Thank you, browser. The confusion of this situation comes from the developer unawareness of the possible attacks. Naive server doesn’t care about the domain. Naive frontend doesn’t care about the domain. But intermediary browser cares a lot, and it makes sure frontend won’t sneak any request.

Let’s say, we serve frontend Javascript from https://www.acme.com and API is hosted at https://api.acme.com.

Or, in a local developer setting, Javascript is at http://localhost:3000 and API is at http://localhost:8000. It may look like the localhost domain is the same, but the browser actually considers port number as a part of domain.

– Okay, okay, we set the headers:

Access-Control-Allow-Credentials: true
Access-Control-Allow-Origin: https://www.acme.com

That would do for the production. But not for local development.

Cross-Origin Troubles in Local Development#

In local environment, we have frontend and backend served from localhost, but from different ports. Let’s say 3000 for the frontend, and 8000 for the backend.

Session authentication kinda works if you login on the backend port directly. The cookie is set for localhost:8000, and the browser passes it to server for every AJAX request coming from localhost:3000 origin.

– What if you try to login through AJAX?

Not so much. Requests reach the server, existing cookies for the API domain are attached. Server is happy, response arrives back to the frontend. Except Set-cookie headers. Those get stripped by browser.

I haven’t found a definitive explanation. Some point to presence of port number. Some to localhost not having two dots, and therefore not being a proper domain name. I don’t know exactly what is it, but I tried every solution I found on the web, and got nowhere.

The cookie is not set for the frontend origin. It’s not set for API domain either. It just goes nowhere.

Let me clarify:

  1. Browser attaches existing cookies when making requests to cross-origin API.

  2. API server responds back with Set-Cookie header.

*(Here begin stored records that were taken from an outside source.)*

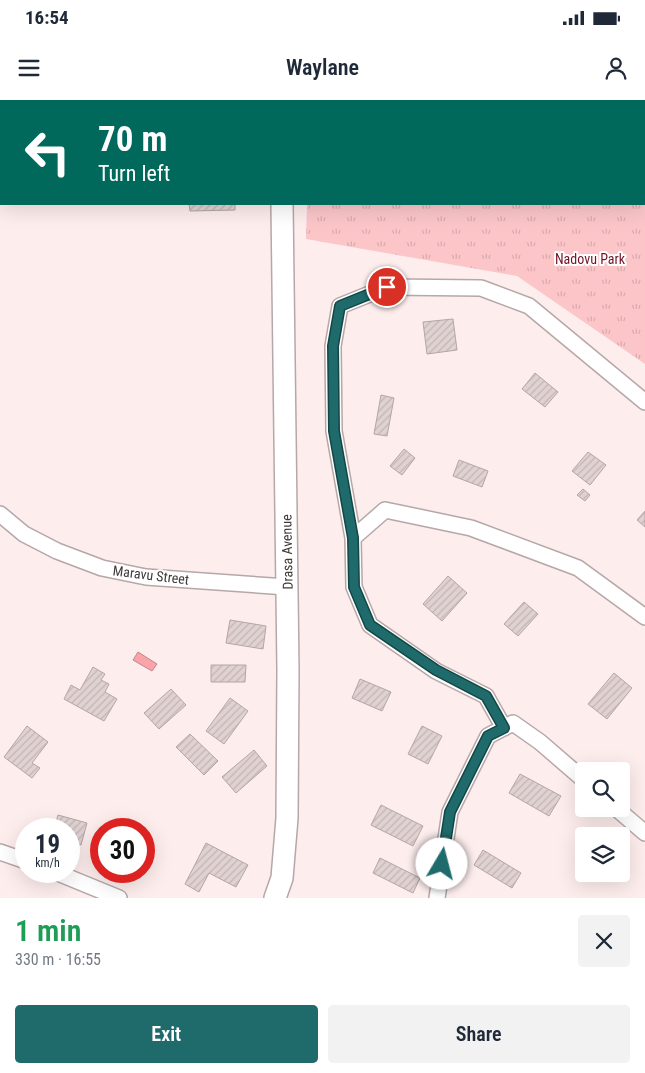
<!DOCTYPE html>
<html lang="en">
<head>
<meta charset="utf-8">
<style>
	body { margin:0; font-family:"Roboto Condensed",sans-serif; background:#f2f2f3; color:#1f2937; height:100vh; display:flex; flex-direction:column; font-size:19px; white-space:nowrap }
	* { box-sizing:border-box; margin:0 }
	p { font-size:16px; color:#747a83 }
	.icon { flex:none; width:28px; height:28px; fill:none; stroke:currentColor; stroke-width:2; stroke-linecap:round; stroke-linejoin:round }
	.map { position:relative; height:798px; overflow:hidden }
	.sheet { display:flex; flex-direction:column; background:#fff; flex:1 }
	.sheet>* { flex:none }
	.hud { position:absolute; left:0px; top:0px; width:645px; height:105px; box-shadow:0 5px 20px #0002; background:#00695c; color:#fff; overflow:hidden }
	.fabs { position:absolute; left:575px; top:662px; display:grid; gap:10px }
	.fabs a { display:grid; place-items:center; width:55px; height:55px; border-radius:5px; background:#fff; box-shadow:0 5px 20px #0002; font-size:25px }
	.speed { position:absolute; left:15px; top:718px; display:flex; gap:10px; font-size:25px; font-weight:700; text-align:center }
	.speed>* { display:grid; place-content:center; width:65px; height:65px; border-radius:50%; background:#fff; box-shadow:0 5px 20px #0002; line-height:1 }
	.speed small { font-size:12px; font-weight:400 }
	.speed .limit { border:8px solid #d22; background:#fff; color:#111 }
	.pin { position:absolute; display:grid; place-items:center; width:42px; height:42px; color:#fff; margin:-21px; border:2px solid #fff; border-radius:50%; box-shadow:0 1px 5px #0007 }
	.me { position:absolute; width:55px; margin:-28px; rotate:8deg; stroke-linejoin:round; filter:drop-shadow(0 0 4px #0008) }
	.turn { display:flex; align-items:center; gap:18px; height:105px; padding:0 15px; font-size:22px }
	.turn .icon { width:65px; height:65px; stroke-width:2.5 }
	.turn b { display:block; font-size:35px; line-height:42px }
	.round { display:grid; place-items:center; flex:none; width:52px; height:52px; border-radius:5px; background:#f2f2f3 }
	.headline { display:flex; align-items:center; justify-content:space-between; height:85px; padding:0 15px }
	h1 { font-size:30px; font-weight:600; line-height:38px; color:#1e9e55 }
	.cta { display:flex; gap:10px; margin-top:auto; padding:10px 15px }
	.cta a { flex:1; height:58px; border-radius:5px; background:#1f6b6b; color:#fff; font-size:20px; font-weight:600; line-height:58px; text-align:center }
	.cta a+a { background:#f2f2f3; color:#1f2937 }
	.status { display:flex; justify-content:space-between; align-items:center; height:35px; padding:0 25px; background:#fff; direction:ltr }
	.status svg { height:14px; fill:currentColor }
	header { display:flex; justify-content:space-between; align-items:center; height:65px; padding:0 15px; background:#fff; font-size:22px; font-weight:600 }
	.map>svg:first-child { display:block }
</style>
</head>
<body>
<div class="status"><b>16:54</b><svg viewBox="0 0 49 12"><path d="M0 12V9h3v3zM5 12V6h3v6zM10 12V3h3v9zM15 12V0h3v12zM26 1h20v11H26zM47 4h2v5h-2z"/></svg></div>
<header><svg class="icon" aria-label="menu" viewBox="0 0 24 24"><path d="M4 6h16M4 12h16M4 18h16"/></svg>Waylane<svg class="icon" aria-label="person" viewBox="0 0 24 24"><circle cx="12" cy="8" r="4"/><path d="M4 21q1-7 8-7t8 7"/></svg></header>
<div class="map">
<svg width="645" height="798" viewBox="0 0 645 798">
	<defs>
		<pattern id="grass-tufts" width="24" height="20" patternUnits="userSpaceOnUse" patternTransform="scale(1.25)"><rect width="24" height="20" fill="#fcc6c9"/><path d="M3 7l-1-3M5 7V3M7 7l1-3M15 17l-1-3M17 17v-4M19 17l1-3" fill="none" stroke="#d9abae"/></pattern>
		<pattern id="building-hatch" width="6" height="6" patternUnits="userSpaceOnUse" patternTransform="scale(1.25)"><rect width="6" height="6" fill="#e1d2d2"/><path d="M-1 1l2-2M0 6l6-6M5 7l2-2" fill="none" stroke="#c2b5b5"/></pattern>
	</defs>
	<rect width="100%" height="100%" fill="#fdeded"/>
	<path fill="url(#grass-tufts)" d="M311,0H645V264L517,176L306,139L307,104H644V1Z"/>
	<path fill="#faa4aa" stroke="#c28489" d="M138,552L157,564L152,571L133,560Z"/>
	<path fill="url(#building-hatch)" stroke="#b4a5a6" d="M92,0H135V1H100Z
		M189,104H235V110L190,111Z
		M453,219L457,250L427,254L423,222Z
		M535,273L558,292L545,307L522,289Z
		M381,295L394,298L387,336L374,334Z
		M404,349L415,358L402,375L390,366Z
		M588,352L606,365L590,385L572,371Z
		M459,360L488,371L482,387L453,376Z
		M583,389L590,395L585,401L577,395Z
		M645,411V427L637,420Z
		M448,476L467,493L442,521L423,504Z
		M524,502L538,514L518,536L504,524Z
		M230,520L266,526L263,549L226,543Z
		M211,565H246L245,582H211Z
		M93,567L105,574L101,580L109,584L105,592L117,599L104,621L64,599L71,585L80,590Z
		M614,573L632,588L607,619L588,604Z
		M360,579L391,592L382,611L352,598Z
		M171,589L186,605L159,629L144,613Z
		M230,598L248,611L224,644L206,631Z
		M27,626L48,642L32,663L40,668L32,678L4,657Z
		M422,626L442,636L428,664L408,654Z
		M190,634L218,661L204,675L176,647Z
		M254,650L267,666L236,693L222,677Z
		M520,674L561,696L549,716L509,693Z
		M381,705L423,726L413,746L371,725Z
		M58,715L87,723L81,745L69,741V729H54Z
		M206,743L248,765L236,787L209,773L199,792L185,784Z
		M483,750L521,773L512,788L474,765Z
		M380,758L420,778L413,793L373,773Z"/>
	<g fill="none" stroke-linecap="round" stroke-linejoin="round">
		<defs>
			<path id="minor" d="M0,414L24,434L57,451L102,468L146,477L287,487
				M353,438L334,331L333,246L340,206L387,187L481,188L529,206L645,302
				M504,628L486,596L436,571L370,525L354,487L353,438L385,410L471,428L578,468L645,517
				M617,709L645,733
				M0,752L26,761
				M53,771L119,798
				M437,798L450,712L488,636L513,623L540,642L584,680"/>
			<path id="highway" d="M283,1V0
				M275,798L282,778L287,718L288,570L282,104"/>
		</defs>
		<use href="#minor" stroke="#b6a7a8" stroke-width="18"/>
		<use href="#highway" stroke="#b6a7a8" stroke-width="24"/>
		<use href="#minor" stroke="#fff" stroke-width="15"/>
		<use href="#highway" stroke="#fff" stroke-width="21"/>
	</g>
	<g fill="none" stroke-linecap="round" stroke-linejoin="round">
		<defs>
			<path id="route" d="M387,187L340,206L333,246L334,331L353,438L354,487L370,525L436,570L486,596L504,628L488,636L450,712L442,764"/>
		</defs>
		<use href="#route" stroke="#144646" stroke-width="12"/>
		<use href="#route" stroke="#1f6b6b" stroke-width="9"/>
	</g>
	<g text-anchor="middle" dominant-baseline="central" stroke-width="4" stroke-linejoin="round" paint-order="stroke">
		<g font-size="14" fill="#701327" stroke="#fff">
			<text x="590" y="159">Nadovu Park</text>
		</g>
		<g font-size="14" fill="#413b3b" stroke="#fff">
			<text transform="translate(287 452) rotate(-91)">Drasa Avenue</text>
			<text transform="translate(151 475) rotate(7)">Maravu Street</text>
		</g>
	</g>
</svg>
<div class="fabs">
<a><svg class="icon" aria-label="search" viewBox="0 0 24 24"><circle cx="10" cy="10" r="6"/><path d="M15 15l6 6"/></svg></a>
<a><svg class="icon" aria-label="layers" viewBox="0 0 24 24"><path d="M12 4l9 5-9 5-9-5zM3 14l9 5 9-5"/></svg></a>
</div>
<div class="speed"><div>19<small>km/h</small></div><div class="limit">30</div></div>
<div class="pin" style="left:387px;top:187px;background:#d93025"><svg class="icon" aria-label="arrive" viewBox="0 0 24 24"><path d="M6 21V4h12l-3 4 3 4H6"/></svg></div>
<svg class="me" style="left:442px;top:764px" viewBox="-20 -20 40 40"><circle r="19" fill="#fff"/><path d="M0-13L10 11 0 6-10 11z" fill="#1f6b6b"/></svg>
<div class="hud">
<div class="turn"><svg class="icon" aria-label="left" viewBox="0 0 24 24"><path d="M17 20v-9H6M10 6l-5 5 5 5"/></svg><div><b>70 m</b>Turn left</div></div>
</div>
</div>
<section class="sheet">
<div class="headline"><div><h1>1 min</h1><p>330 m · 16:55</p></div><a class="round"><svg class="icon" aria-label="close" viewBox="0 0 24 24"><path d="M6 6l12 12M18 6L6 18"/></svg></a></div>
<div class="cta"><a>Exit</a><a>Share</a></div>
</section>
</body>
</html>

  3. No error or warning is logged in the browser, but the cookie is dropped (only for localhost).

  4. On the next request to the API server the old cookies are sent.

Solution 1: Don’t Use Cookies#

Don’t use cookie-based authentication when building websites with cross-origin AJAX. Use Token authentication instead. If Django REST Framework’s token authentication is too basic, try Django REST Knox.

– But what about CSRF?

Cross-site request forgery is an attack that tricks the victim into submitting a malicious request. It works only in the context of cookie-based authentication, where browser automatically injects user’s credentials in the requests.

In token authentication, the credentials are sent explicitly by the client in HTTP Authorization header. Hence, there’s no need protect the session from hijacking.

Solution 2: Use HTTP Proxy Locally to Make AJAX Same-Origin#

These troubles don’t exist in production. When serving from a proper domain and standard HTTPS port, CORS headers work as expected.

For the local development, you can set up a proxy, so that HTTP requests are sent to the same-origin frontend localhost:3000, and proxied to localhost:8000 from there. The CORS protection is implemented only in the browser, and doesn’t exist in server-to-server API calls (such as proxy).